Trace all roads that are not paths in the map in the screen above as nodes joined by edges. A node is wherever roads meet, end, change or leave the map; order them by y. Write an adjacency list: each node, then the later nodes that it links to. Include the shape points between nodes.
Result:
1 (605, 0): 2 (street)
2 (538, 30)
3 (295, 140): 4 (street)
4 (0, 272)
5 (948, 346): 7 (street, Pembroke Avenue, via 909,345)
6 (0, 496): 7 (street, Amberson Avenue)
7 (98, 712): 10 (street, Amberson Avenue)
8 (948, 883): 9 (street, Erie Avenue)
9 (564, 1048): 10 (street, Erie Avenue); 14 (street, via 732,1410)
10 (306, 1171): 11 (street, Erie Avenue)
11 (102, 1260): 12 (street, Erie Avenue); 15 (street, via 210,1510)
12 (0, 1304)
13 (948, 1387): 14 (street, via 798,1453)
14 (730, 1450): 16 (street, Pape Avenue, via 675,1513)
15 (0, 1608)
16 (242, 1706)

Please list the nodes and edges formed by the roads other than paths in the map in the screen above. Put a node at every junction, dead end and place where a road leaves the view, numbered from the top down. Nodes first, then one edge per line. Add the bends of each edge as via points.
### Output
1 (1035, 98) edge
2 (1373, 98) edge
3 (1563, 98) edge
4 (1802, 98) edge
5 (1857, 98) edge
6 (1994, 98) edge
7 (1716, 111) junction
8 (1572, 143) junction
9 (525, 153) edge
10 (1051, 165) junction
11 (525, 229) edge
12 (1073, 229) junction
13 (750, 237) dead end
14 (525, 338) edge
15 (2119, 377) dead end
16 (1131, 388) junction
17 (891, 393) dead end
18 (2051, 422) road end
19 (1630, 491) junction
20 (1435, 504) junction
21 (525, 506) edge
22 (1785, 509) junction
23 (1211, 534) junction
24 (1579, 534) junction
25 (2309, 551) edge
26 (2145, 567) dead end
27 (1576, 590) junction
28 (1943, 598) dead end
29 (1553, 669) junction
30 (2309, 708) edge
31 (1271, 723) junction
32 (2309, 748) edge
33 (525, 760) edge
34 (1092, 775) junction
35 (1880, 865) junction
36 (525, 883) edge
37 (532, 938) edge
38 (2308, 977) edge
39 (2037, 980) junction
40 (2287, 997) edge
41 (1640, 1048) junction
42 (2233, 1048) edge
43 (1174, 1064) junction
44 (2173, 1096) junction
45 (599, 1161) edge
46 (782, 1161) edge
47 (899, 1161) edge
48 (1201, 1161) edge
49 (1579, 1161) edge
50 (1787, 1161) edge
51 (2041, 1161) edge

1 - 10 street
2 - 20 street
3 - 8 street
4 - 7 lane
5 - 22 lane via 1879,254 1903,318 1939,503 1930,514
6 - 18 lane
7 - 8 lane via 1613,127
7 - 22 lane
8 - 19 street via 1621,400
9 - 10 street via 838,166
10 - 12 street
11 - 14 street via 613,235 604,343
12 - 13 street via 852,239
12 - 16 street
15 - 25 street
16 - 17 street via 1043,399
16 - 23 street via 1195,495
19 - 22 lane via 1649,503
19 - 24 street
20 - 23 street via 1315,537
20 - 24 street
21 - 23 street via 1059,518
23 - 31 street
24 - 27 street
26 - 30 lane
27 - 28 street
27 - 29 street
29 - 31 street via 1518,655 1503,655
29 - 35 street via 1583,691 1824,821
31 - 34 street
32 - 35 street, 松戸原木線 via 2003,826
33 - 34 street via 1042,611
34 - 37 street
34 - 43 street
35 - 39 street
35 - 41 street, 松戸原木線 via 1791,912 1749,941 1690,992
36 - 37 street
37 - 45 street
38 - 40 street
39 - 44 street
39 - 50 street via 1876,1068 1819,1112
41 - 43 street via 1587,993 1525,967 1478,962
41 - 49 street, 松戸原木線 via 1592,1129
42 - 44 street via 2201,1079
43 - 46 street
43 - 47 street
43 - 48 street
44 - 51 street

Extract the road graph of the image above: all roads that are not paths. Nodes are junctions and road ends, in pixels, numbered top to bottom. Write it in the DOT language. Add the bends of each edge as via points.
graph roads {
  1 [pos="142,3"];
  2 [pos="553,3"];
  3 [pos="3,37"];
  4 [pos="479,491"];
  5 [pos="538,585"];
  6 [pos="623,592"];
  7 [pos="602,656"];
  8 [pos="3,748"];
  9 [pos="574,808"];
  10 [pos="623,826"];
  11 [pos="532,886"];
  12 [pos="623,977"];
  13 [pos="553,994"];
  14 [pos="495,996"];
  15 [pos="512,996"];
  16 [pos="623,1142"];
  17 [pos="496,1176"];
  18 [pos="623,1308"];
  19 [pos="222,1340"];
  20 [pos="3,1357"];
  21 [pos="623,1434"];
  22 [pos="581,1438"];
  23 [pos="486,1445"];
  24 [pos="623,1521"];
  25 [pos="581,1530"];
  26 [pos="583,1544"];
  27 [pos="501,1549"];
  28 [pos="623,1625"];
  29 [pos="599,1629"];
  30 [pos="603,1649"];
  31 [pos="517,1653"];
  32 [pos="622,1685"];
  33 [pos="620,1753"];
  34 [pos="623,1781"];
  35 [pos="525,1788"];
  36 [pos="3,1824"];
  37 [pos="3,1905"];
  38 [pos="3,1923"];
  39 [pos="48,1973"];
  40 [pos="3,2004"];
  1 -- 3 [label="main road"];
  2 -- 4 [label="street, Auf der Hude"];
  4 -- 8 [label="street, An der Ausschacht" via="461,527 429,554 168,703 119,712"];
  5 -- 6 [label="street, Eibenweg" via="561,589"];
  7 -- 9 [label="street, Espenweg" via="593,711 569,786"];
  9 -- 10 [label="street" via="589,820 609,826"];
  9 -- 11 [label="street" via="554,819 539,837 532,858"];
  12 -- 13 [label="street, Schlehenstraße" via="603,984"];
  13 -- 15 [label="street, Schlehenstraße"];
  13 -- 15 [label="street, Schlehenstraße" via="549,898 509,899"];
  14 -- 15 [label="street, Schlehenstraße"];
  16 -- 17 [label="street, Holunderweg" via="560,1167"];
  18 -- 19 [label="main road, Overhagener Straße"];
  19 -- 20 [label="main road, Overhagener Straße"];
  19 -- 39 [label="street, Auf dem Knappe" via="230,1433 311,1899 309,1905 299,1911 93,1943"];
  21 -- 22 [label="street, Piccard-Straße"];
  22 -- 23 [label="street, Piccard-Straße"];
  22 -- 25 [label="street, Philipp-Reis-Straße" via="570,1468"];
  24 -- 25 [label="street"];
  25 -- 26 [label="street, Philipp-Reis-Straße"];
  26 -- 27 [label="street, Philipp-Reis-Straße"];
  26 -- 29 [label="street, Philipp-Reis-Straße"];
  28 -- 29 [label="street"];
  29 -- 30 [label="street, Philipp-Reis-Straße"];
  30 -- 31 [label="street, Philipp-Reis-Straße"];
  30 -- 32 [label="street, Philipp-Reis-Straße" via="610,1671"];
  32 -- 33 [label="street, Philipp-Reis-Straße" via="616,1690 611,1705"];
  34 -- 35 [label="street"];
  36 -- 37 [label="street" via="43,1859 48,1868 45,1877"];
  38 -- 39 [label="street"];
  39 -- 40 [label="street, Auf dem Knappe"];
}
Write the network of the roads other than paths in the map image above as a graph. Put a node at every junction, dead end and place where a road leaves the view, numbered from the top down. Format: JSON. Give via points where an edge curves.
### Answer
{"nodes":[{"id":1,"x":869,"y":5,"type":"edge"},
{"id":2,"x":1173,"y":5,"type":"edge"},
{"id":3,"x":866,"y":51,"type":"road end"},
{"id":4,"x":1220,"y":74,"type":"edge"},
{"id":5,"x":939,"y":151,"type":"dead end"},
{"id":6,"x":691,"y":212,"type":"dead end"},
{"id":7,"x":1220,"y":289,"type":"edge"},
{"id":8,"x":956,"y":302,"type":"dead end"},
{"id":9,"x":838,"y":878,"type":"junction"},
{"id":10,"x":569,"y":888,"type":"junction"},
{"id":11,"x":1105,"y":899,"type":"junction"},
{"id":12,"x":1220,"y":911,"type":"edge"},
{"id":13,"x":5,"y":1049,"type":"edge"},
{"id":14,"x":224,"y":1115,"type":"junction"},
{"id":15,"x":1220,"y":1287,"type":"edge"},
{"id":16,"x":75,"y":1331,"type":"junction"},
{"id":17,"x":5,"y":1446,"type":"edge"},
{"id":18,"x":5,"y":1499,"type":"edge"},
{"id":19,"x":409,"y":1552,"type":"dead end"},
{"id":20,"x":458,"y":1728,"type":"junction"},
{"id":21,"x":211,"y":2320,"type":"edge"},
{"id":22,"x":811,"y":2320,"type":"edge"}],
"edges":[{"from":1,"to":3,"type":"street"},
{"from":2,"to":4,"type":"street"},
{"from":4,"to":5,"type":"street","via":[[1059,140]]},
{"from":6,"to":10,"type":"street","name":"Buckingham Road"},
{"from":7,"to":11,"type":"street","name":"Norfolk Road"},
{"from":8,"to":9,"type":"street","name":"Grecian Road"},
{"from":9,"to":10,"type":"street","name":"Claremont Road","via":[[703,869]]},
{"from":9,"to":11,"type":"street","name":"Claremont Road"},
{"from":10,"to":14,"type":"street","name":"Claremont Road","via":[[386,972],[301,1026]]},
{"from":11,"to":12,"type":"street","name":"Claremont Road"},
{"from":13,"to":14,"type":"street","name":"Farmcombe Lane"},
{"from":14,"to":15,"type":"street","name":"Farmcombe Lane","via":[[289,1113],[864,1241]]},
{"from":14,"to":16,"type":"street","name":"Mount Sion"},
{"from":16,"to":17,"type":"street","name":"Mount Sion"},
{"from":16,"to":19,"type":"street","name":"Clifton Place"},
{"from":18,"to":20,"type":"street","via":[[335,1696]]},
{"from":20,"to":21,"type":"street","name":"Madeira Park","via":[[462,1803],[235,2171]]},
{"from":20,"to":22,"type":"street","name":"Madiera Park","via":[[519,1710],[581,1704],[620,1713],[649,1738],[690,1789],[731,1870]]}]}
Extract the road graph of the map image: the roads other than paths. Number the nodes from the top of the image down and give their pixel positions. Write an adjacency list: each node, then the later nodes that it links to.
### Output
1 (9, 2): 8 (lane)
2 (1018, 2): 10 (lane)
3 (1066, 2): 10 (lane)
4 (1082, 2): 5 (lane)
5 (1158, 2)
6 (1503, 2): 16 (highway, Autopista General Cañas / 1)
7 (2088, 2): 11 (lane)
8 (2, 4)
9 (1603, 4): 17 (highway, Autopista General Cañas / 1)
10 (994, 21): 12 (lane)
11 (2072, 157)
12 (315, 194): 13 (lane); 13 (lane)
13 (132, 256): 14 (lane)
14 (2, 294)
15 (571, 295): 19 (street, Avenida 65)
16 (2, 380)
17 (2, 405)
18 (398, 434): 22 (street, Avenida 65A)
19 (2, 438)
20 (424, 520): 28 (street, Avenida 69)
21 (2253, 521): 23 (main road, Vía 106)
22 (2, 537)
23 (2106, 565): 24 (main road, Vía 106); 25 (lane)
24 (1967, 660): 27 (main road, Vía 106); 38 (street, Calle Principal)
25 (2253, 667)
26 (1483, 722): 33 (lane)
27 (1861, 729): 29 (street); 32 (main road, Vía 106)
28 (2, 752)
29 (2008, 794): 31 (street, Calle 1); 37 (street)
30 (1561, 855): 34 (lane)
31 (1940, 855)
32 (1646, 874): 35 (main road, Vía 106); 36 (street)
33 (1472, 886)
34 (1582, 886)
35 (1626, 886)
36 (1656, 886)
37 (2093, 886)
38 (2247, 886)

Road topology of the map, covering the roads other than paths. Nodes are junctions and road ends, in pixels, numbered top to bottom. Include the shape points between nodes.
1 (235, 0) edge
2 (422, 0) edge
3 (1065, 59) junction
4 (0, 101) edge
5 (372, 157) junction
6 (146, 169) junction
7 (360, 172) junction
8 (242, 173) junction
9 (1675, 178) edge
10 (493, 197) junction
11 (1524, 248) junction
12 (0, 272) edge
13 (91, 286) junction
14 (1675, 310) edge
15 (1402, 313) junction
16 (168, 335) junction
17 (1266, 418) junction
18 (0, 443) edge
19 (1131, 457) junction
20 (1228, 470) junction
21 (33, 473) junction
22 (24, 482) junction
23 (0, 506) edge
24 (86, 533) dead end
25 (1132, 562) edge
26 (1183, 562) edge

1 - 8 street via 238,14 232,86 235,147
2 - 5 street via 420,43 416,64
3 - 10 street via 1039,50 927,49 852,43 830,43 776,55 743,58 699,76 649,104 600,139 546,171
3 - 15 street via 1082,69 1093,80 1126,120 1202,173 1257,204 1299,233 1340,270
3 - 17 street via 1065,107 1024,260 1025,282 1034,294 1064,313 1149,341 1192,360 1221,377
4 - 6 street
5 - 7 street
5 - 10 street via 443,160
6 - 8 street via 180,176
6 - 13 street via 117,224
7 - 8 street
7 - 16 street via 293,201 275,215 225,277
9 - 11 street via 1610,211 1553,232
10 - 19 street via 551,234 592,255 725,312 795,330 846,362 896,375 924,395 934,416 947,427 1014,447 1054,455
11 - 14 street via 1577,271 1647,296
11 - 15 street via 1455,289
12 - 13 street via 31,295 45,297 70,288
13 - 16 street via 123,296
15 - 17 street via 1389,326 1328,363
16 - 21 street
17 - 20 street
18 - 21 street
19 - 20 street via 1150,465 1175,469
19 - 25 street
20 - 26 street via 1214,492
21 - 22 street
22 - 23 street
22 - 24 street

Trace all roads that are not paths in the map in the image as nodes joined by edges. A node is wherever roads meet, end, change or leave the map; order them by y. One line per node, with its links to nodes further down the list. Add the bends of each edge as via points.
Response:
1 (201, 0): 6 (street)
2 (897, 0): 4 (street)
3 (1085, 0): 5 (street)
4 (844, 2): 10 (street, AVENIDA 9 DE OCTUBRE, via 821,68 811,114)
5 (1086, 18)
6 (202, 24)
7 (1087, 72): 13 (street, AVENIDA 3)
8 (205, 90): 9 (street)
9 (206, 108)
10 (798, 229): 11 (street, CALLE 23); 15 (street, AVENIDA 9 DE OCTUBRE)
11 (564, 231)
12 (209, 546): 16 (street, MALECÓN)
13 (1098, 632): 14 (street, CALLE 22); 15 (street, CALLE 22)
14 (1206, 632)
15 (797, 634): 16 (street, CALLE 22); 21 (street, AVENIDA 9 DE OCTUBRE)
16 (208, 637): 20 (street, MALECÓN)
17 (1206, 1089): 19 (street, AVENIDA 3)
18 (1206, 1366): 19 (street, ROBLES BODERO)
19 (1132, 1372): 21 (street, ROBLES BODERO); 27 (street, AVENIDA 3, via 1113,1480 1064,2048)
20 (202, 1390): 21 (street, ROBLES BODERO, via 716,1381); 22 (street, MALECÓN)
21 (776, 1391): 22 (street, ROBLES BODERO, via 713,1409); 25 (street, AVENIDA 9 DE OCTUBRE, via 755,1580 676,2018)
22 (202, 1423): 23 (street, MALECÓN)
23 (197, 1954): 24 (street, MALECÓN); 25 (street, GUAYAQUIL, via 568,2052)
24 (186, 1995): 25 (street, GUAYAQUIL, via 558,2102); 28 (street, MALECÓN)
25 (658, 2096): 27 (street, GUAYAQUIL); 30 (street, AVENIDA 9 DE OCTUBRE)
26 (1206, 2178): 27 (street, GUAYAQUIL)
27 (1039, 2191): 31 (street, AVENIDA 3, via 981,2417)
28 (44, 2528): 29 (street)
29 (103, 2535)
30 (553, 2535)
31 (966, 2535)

*WORK INSTRUCTION:* Count the lines of the records that include the word "Autopista", please, and report the number alone.

*ANSWER BOX:* 2